What you produce should be every line from the data that includes "Plain".

[Opening SUPPLIED MATERIAL section]

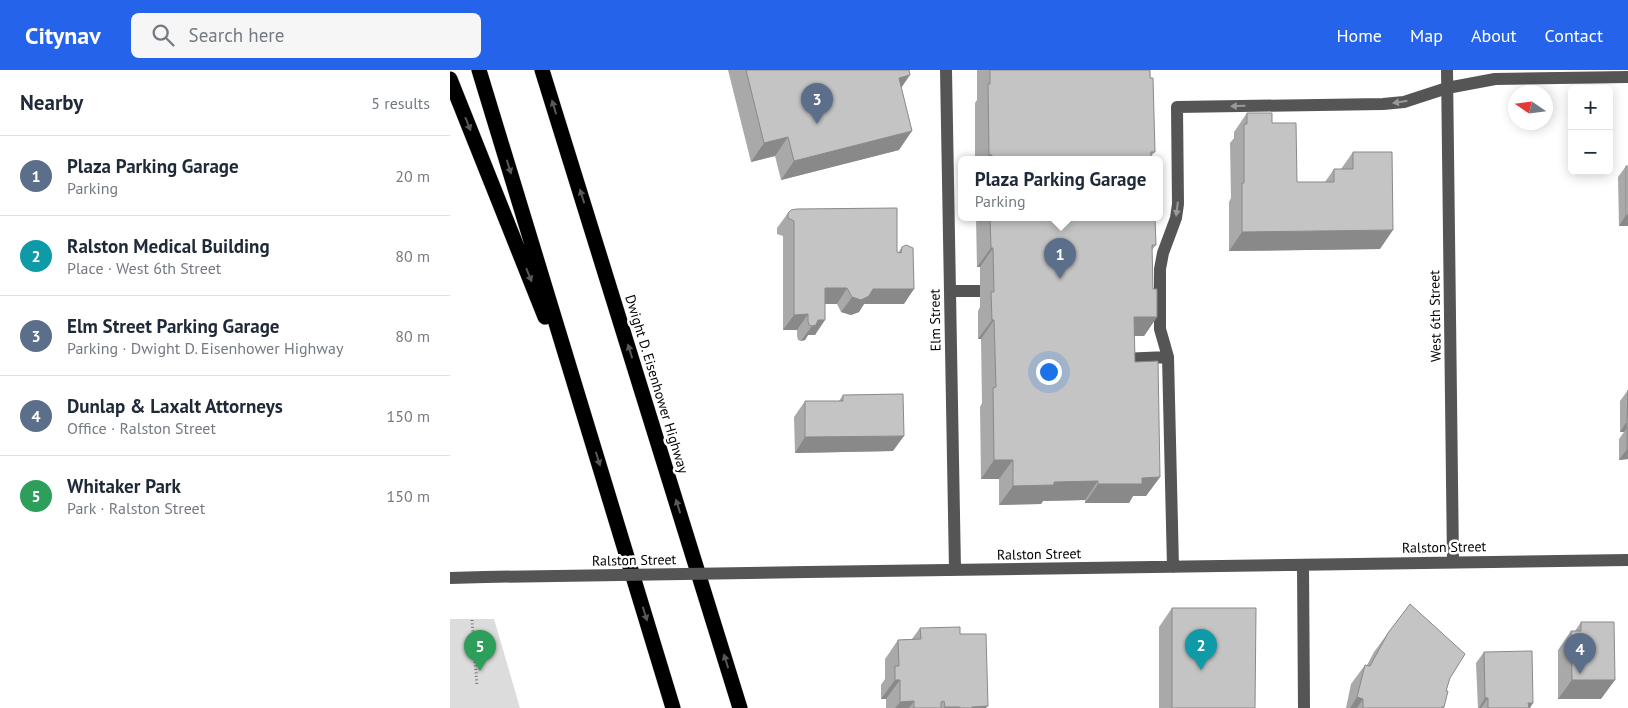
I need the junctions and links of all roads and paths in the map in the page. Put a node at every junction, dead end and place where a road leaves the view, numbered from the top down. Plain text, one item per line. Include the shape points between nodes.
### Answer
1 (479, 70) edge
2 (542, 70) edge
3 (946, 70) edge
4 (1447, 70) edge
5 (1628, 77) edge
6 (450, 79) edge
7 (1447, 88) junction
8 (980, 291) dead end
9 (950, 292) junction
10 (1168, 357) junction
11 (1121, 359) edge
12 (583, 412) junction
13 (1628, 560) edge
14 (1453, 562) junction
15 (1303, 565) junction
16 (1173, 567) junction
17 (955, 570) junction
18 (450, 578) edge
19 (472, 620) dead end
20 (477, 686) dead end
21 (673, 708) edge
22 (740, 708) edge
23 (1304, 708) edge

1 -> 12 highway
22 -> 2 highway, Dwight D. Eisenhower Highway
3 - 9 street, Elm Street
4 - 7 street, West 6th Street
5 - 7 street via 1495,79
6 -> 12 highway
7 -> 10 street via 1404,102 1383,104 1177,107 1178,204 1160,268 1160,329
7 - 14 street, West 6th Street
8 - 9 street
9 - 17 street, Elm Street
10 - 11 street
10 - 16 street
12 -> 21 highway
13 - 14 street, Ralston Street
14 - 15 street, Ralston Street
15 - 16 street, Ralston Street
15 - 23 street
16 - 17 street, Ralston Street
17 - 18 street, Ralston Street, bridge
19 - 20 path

[Closing SUPPLIED MATERIAL section]
[Opening SUPPLIED MATERIAL section]

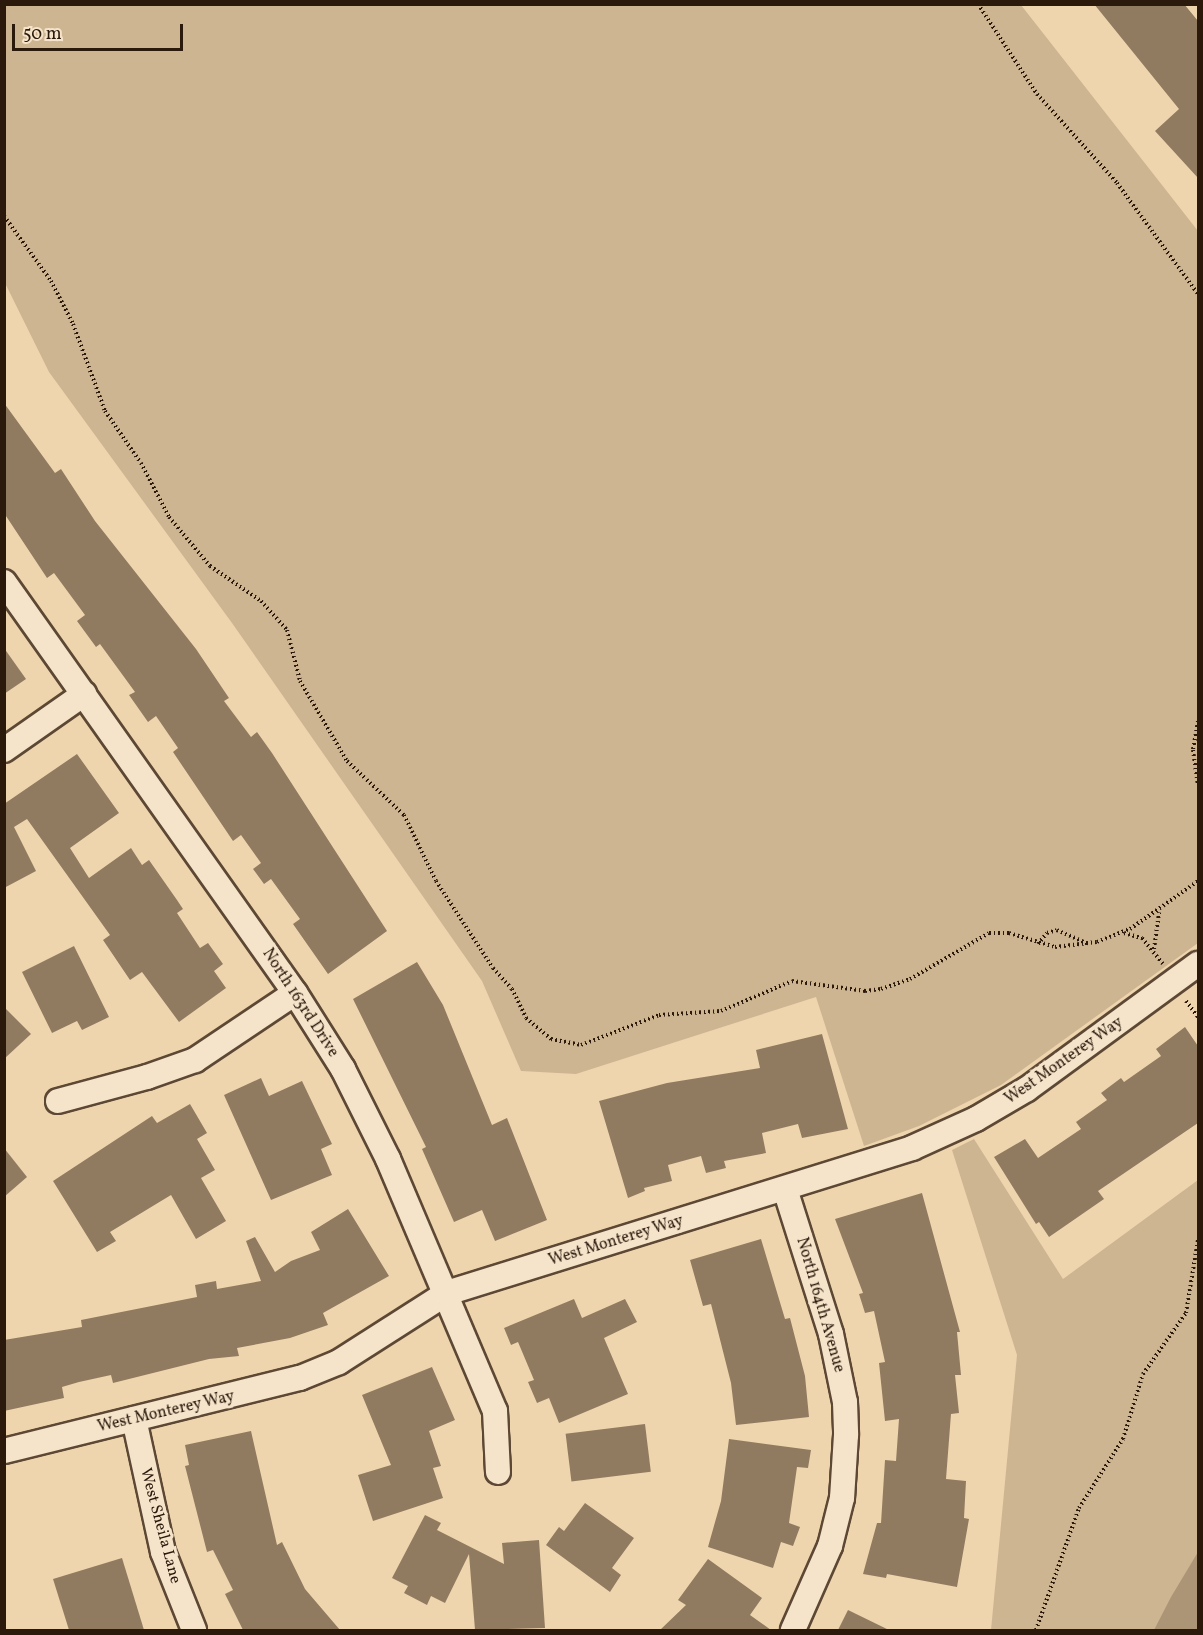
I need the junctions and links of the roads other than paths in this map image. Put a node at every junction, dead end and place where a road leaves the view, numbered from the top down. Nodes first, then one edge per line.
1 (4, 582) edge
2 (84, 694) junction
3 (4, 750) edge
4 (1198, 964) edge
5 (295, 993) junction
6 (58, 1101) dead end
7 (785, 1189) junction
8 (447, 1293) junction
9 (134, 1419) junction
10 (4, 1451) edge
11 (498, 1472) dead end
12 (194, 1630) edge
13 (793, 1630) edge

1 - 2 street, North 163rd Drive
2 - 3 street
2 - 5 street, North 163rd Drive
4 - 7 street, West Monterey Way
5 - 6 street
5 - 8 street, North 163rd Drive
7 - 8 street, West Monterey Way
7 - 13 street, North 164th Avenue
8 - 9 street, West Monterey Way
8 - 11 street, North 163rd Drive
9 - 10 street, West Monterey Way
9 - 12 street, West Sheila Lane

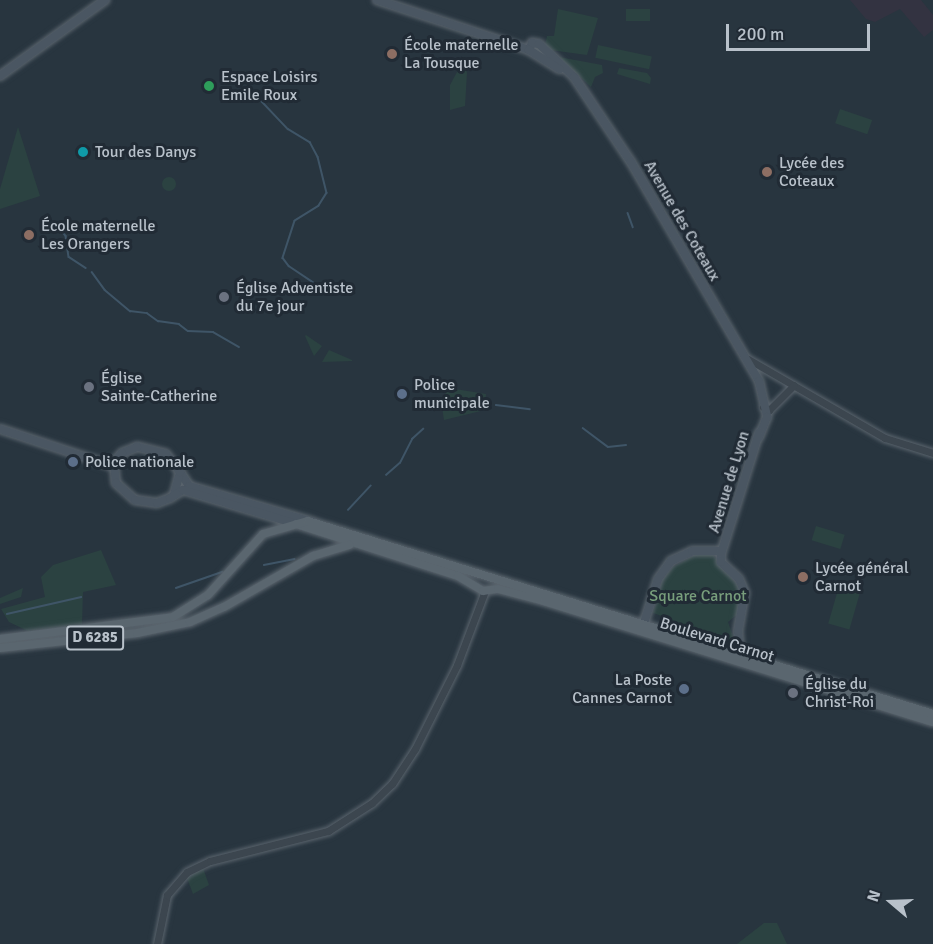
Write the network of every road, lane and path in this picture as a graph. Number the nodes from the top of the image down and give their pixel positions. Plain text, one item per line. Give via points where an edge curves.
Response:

[Closing SUPPLIED MATERIAL section]

* **EXERCISE ANSWER**:
I need the junctions and links of all roads and paths in the map in the page. Put a node at every junction, dead end and place where a road leaves the view, numbered from the top down. Plain text, one item per line. Include the shape points between nodes.
Write the network of every road, lane and path in this picture as a graph. Number the nodes from the top of the image down and give their pixel positions. Plain text, one item per line. Give via points where an edge curves.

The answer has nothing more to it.